Negotiations between the Allied powers started on 18 January in the Salle de l'Horloge at the French Foreign Ministry, on the Quai d'Orsay in Paris. Initially, 70 delegates of 27 nations participated in the negotiations. Having been defeated, Germany, Austria, and Hungary were excluded from the negotiations. Russia was also excluded because it had negotiated a separate peace with Germany in 1918, in which Germany gained a large fraction of Russia's land and resources. The treaty′s terms were extremely harsh, as the negotiators at Versailles later pointed out.
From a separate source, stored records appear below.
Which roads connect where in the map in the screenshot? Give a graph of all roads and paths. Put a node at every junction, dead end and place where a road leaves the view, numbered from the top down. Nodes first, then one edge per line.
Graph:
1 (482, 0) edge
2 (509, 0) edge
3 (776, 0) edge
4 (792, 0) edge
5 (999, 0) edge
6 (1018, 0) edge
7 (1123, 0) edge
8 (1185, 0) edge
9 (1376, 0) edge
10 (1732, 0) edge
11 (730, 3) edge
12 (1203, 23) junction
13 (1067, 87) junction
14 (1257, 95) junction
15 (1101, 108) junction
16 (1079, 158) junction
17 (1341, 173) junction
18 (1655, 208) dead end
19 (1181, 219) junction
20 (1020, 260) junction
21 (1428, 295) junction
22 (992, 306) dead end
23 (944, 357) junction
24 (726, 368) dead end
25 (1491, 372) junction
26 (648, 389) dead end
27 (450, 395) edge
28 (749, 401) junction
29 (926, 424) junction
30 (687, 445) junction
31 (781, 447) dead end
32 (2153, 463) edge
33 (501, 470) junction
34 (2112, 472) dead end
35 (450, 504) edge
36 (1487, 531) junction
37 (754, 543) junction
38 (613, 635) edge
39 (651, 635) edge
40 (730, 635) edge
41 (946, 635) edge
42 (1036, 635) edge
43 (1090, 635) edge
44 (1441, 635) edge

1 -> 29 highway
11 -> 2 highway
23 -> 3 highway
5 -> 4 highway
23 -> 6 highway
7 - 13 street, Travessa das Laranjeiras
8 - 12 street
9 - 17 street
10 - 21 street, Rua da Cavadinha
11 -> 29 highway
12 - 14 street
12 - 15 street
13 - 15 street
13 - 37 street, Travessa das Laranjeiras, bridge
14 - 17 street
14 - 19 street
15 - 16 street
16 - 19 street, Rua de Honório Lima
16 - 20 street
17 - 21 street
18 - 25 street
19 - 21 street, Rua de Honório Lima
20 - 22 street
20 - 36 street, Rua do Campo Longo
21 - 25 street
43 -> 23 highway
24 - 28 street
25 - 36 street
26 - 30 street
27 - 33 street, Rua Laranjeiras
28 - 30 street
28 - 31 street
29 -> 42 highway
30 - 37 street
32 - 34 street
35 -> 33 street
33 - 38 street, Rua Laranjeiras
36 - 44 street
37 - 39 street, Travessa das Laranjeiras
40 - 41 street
Until March 1919, the most important role for negotiating the extremely complex and difficult terms of the peace fell to the regular meetings of the "Council of Ten", which comprised the heads of government and foreign ministers of the five major victors (the United Kingdom, France, the United States, Italy, and Japan). As this unusual body proved too unwieldy and formal for effective decision-making, Japan and—for most of the remaining conference—the foreign ministers left the main meetings, so that only the "Big Four" remained. After his territorial claims to Fiume (today Rijeka) were rejected, Italian Prime Minister, Vittorio Orlando left the negotiations and only returned to sign in June.

The final conditions were determined by the leaders of the "Big Three" nations: British Prime Minister David Lloyd George, French Prime Minister Georges Clemenceau, and American President Woodrow Wilson. Even with this smaller group it was difficult to decide on a common position because their aims conflicted with one another. The result has been called the "unhappy compromise".